→ **Task data**
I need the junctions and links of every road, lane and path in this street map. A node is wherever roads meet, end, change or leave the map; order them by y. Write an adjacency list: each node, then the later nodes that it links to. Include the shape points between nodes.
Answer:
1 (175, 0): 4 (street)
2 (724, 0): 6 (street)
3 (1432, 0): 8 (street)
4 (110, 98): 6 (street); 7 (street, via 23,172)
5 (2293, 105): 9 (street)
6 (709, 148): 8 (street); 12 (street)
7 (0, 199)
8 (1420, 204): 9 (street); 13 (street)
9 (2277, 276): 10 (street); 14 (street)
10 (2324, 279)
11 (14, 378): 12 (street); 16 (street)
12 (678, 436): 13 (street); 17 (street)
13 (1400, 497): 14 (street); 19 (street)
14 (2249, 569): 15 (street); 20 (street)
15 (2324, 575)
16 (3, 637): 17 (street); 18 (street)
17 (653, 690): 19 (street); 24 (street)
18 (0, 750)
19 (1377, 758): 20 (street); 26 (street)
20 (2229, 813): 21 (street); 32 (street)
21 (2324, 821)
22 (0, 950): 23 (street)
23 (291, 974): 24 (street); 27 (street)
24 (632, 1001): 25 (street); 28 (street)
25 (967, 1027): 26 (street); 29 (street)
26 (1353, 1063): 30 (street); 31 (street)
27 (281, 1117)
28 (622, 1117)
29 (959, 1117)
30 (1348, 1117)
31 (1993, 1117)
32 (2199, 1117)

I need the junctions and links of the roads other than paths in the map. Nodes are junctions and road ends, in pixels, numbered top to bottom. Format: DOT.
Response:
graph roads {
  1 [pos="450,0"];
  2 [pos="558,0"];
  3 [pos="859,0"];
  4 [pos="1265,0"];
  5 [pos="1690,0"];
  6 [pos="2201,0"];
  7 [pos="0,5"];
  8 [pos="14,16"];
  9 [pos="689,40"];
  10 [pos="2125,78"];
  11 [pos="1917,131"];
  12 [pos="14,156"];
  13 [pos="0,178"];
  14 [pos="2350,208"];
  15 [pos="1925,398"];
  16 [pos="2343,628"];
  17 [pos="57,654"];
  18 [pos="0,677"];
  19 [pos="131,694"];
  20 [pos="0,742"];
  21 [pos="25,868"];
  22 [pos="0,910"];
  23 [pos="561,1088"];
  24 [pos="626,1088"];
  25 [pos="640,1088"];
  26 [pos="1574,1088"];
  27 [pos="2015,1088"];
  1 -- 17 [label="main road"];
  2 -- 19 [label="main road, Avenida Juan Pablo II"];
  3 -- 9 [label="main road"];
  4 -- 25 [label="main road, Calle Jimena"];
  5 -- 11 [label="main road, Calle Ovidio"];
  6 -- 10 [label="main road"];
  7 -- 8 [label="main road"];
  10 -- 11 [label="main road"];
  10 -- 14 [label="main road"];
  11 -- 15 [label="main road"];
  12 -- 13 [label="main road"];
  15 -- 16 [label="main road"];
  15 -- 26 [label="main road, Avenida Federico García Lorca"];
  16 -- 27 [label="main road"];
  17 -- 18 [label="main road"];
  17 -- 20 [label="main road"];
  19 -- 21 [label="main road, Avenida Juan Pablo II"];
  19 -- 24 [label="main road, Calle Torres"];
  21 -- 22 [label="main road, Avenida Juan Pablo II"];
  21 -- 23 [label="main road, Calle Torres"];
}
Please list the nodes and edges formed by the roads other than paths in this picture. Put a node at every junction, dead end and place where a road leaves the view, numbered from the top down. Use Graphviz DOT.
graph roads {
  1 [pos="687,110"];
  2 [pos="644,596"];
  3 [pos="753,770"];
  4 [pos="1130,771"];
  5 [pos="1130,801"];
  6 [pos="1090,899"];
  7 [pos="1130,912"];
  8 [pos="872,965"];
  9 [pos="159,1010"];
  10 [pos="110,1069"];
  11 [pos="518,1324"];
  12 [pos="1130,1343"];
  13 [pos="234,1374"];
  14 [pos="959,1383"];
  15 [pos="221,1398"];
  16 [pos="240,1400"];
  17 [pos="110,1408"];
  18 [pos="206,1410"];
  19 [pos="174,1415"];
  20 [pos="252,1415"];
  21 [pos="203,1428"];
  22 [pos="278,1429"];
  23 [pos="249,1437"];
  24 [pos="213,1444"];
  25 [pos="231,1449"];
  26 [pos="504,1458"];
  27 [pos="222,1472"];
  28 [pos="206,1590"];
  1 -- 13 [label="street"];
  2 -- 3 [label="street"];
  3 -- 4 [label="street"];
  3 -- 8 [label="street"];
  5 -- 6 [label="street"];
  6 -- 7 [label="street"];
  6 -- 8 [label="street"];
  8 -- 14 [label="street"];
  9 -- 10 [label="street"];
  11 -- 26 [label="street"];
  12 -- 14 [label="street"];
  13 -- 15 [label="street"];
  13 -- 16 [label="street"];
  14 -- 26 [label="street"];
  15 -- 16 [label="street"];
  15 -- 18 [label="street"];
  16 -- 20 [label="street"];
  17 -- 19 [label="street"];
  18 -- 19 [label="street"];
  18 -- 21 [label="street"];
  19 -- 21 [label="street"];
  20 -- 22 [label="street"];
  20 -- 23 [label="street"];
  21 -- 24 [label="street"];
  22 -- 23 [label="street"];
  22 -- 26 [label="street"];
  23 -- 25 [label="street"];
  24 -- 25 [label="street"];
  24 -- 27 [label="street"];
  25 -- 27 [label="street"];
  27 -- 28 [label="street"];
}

→ **Instructions for the task**
Copy exactly the lines from the one with "Please list the" down to the last line of the records above, and leave out everything else.

→ **Exercise response**
Please list the nodes and edges formed by the roads other than paths in this picture. Put a node at every junction, dead end and place where a road leaves the view, numbered from the top down. Use Graphviz DOT.
graph roads {
  1 [pos="687,110"];
  2 [pos="644,596"];
  3 [pos="753,770"];
  4 [pos="1130,771"];
  5 [pos="1130,801"];
  6 [pos="1090,899"];
  7 [pos="1130,912"];
  8 [pos="872,965"];
  9 [pos="159,1010"];
  10 [pos="110,1069"];
  11 [pos="518,1324"];
  12 [pos="1130,1343"];
  13 [pos="234,1374"];
  14 [pos="959,1383"];
  15 [pos="221,1398"];
  16 [pos="240,1400"];
  17 [pos="110,1408"];
  18 [pos="206,1410"];
  19 [pos="174,1415"];
  20 [pos="252,1415"];
  21 [pos="203,1428"];
  22 [pos="278,1429"];
  23 [pos="249,1437"];
  24 [pos="213,1444"];
  25 [pos="231,1449"];
  26 [pos="504,1458"];
  27 [pos="222,1472"];
  28 [pos="206,1590"];
  1 -- 13 [label="street"];
  2 -- 3 [label="street"];
  3 -- 4 [label="street"];
  3 -- 8 [label="street"];
  5 -- 6 [label="street"];
  6 -- 7 [label="street"];
  6 -- 8 [label="street"];
  8 -- 14 [label="street"];
  9 -- 10 [label="street"];
  11 -- 26 [label="street"];
  12 -- 14 [label="street"];
  13 -- 15 [label="street"];
  13 -- 16 [label="street"];
  14 -- 26 [label="street"];
  15 -- 16 [label="street"];
  15 -- 18 [label="street"];
  16 -- 20 [label="street"];
  17 -- 19 [label="street"];
  18 -- 19 [label="street"];
  18 -- 21 [label="street"];
  19 -- 21 [label="street"];
  20 -- 22 [label="street"];
  20 -- 23 [label="street"];
  21 -- 24 [label="street"];
  22 -- 23 [label="street"];
  22 -- 26 [label="street"];
  23 -- 25 [label="street"];
  24 -- 25 [label="street"];
  24 -- 27 [label="street"];
  25 -- 27 [label="street"];
  27 -- 28 [label="street"];
}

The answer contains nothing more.